This years’ hybrid American Conference for Physician Health 2021 (ACPH) gave me hope that intentional changes are being made to support physician mental health and well being. While the COVID-19 pandemic exasperated an already serious problem in healthcare, there were some silver linings.
Silver Lining #1
Legislation is advancing at both the state and federal level to remove questions about mental health by medical licensure boards. The goal is to reduce or diminish the fear of losing your medical license so those physicians who need help will seek help. Then tragic deaths like that of Dr. Loana Breen and Dr. Mathew Gall could have been avoided if licensure safety precautions like this were in place. The state of Virginia has led the way on this front, passing the SafeHaven legislation in April 2020.
Silver Lining #2
Physician mental health (also known as the parallel pandemic) is now recognized as a national problem by mainstream media, teaching institutions, organizational leadership, professional associations and by the federal government. Activism and collaboration to support change (both culturally and professionally) are happening in new and exciting ways. The National Academy of Medicine (NAM) through their Action Collaborative on Clinician Well-Being and Resilience and the new All In Well Being First for Healthcare are bringing awareness, cross-industry coordination and grants to support physician health and well being.
Silver Lining #3
Physicians have developed coping skills throughout the different waves of the pandemic. Research presented showed that burnout levels from the winter 2020-2021 COVID wave had less negative impact on physicians than the initial wave in the spring of 2020. This doesn’t diminish the impact on clinicians but does show they can adapt and grow through adversity. Researchers suggest that physicians have become more resilient and explained this improvement as Post-traumatic Growth (PTG).
There Is Still Work to Do
While some healthcare systems are progressing and evolving, others are just starting their well being journey. Two sessions at ACPH focused on Chief Wellness Officers (CWO). The first was an informational session on what is takes to hold this position and what is required to be successful. Not all organizations have assigned resources or headcount to this critical function nor is there a career path for those who desire to follow this calling.

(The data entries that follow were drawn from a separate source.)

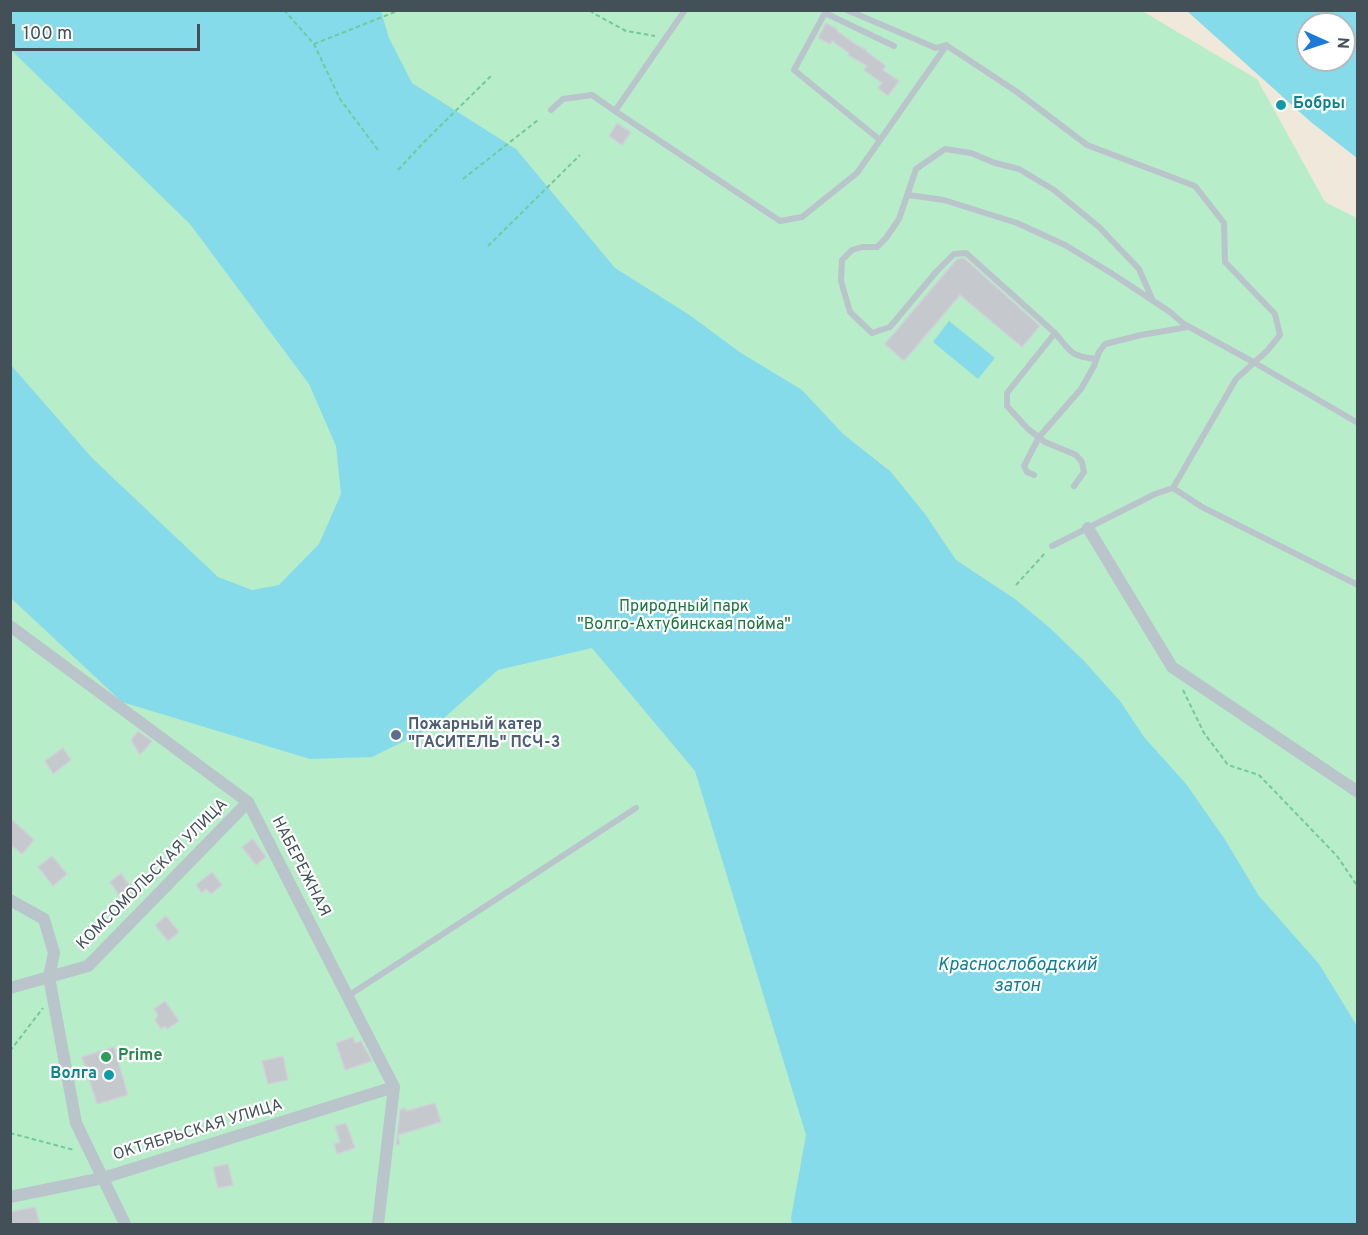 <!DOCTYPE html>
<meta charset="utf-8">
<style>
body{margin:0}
#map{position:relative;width:1368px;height:1235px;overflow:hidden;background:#eeebeb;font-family:Overpass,sans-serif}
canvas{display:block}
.frame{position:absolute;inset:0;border:12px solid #445058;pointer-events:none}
.north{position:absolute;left:1296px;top:12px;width:60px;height:60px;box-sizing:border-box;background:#fff;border:2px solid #b4b9bc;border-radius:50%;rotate:93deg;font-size:16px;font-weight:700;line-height:24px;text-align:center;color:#445058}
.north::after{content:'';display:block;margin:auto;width:21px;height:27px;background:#1a79d9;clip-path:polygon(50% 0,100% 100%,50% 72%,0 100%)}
.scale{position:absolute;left:12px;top:24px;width:188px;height:27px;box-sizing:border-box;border:3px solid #445058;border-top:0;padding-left:8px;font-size:18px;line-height:21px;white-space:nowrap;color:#445058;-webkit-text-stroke:4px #fff;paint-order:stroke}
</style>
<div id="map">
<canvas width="1368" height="1235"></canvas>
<div class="frame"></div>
<div class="north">N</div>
<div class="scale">100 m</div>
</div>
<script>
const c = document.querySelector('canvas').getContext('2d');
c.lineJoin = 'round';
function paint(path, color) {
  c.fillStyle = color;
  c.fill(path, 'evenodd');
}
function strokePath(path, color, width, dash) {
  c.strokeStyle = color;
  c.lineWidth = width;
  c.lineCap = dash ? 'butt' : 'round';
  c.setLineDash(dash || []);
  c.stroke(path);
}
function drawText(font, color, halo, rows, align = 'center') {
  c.font = font + ' Overpass,sans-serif';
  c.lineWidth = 4.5;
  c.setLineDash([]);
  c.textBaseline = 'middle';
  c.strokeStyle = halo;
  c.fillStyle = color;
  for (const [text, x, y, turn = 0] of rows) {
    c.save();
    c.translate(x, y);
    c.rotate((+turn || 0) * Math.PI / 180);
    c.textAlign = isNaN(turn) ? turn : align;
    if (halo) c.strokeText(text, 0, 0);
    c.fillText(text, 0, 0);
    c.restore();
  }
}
paint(new Path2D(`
 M11 11H1357V1224H11ZM1308 24H1344V60H1308Z`), '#b8edca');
paint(new Path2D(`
 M1142 11H1187L1311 122 1357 158V218L1325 202 1257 79Z`), '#f0e8db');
paint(new Path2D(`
 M11 11H381L389 38 412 83 516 149 615 268 688 314 741 353 802 390 843 434 891 472 925 514 956 560 1015 599 1050 628 1085 662 1120 701 1144 737 1186 784 1224 838 1259 896 1319 964 1357 1026V1224H792L791 1218 806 1135 695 771 592 648 498 670 435 726 372 757 310 759 122 702 11 598 10 364 93 459 218 577 252 590 279 585 319 544 341 494 336 446 309 384 190 224 11 50Z
 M1187 11H1357V158L1311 122ZM1308 24H1344V60H1308Z
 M949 321 995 358 978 379 933 342Z`), '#85dbea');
const building = new Path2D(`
 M826 23 837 29V31L855 44 867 50 866 51 886 66 883 70 899 81 888 96 878 88 882 83 864 70 867 66 848 55 849 53 832 41 830 44 818 38Z
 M617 123 631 132 622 145 609 136Z
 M964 258 1040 326 1022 347 960 295 904 361 885 344 957 259Z
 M138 731 152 741 140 755 131 740Z
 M63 748 71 760 53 774 45 761Z
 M10 818 34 840 22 854 10 844Z
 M253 839 266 857 256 865 242 847Z
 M52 856 67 874 53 886 38 867Z
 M212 872 222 885 211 894 206 889 202 893 196 885Z
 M121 873 137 897 126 905 110 882Z
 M166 916 179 932 168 941 155 925Z
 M165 1001 179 1021 167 1029 165 1026 161 1029 155 1020 158 1015 154 1009Z
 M353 1037 355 1043 361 1041 372 1061 345 1070 336 1043Z
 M114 1047 128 1095 97 1104 82 1057Z
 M283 1056 288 1080 268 1084 262 1061Z
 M435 1103 441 1122 398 1135 400 1144 396 1145 400 1110 405 1108 406 1111Z
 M346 1123 355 1148 337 1154 334 1144 340 1142 335 1126Z
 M228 1164 233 1185 218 1188 213 1167Z
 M35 1207 40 1224H10V1212Z`);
paint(building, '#c5c9ce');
strokePath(building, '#cfd2d7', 1.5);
strokePath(new Path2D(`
 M284 10 314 44 340 99 378 150
 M590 10 593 13 626 31 655 36
 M314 44 400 10
 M398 170 425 141 493 74
 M463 179 538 120
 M488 246 580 155
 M1016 585 1046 552
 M1183 690 1204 733 1228 765 1259 775 1337 856 1358 887
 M10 1051 43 1008
 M10 1133 74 1150`), '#71ca99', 2, [4.5, 3]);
strokePath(new Path2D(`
 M847 10 936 48 946 45 1017 92 1087 145 1195 186 1224 223 1225 262 1275 314 1280 335 1267 351 1236 379 1173 488 1202 507 1358 585
 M551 110 563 99 592 95 615 111 685 10
 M615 111 780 221 802 217 857 173 946 46
 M880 140 794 70 825 13 894 46
 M908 195 944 200 1017 223 1065 245 1111 273 1170 312 1184 324 1255 363 1358 423
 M1055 333C1071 352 1070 356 1096 359
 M1034 475 1027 472 1024 466 1039 437 1081 389 1094 366 1099 352 1105 344 1141 335 1188 327
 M1074 486 1084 472 1082 462 1076 455 1045 442 1028 429 1007 406V393L1055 333 966 253 954 254 936 272 890 327 872 333 850 312 841 281 842 260 852 250 862 247H877L886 238 899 219 916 169 945 149 971 153 995 163 1019 169 1054 190 1099 227 1139 269 1153 301
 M1052 546 1155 494 1173 488
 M348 996 636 808`), '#b9c4cb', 6);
strokePath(new Path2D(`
 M1088 528 1172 667 1358 792
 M10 626 248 802 394 1087 378 1224
 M10 900 44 919 54 953 49 977 76 1123 125 1224
 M10 988 88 966 248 802
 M10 1197 103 1178 394 1087`), '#b9c4cb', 12);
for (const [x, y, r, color] of [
 [1281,105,6,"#0f9aa8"],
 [396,735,6,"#5c6f8a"],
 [106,1057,6,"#2e9e5b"],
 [109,1075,6,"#0f9aa8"]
]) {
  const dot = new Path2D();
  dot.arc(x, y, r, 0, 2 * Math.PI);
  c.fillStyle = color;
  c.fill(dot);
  strokePath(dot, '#fff', 2);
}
drawText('bold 16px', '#0d838f', '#fff', [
 ["Бобры",1293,105],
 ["Волга",97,1075,"right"]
], 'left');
drawText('16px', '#177741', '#fff', [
 ["Природный парк",684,608],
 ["\"Волго-Ахтубинская пойма\"",684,626]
]);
drawText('bold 16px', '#4e5e75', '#fff', [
 ["Пожарный катер",408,726],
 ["\"ГАСИТЕЛЬ\" ПСЧ-3",408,744]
], 'left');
drawText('16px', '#445058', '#fff', [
 ["НАБЕРЕЖНАЯ",300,867,63],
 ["КОМСОМОЛЬСКАЯ УЛИЦА",153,875,-45],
 ["ОКТЯБРЬСКАЯ УЛИЦА",198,1131,-17]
]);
drawText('bold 16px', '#27864d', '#fff', [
 ["Prime",118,1057]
], 'left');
drawText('italic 18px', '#0d7f94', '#fff', [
 ["Краснослободский",1017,966],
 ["затон",1017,987]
]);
</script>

The second session was a plenary panel of CWO’s who highlighted how organizations prioritized physician well being during the pandemic and beyond. The panelists discussed how they made progress in this area as well as what it takes to succeed – specifically needing both culture and strategy to be aligned. If you have a grand strategy but the culture is not aligned, then you won’t be successful. In the words of Jonathan Ripp, MD, MPH, of Mount Sinai Hospital in New York:
“Culture Eats Strategy for Lunch.”
Finally, Tait Shanafelt, MD, discussed the future of physician well being and gave us all a look at where we’ve been. He and others throughout the conference highlighted that many in this cohort have moved beyond the Triple Aim in healthcare and have embraced the concept of the Quadruple Aim. Dr Shanafelt’s vision is that the future, with the Quadruple Aim, will evolve to what he highlighted as “Physician Well Being 2.0.”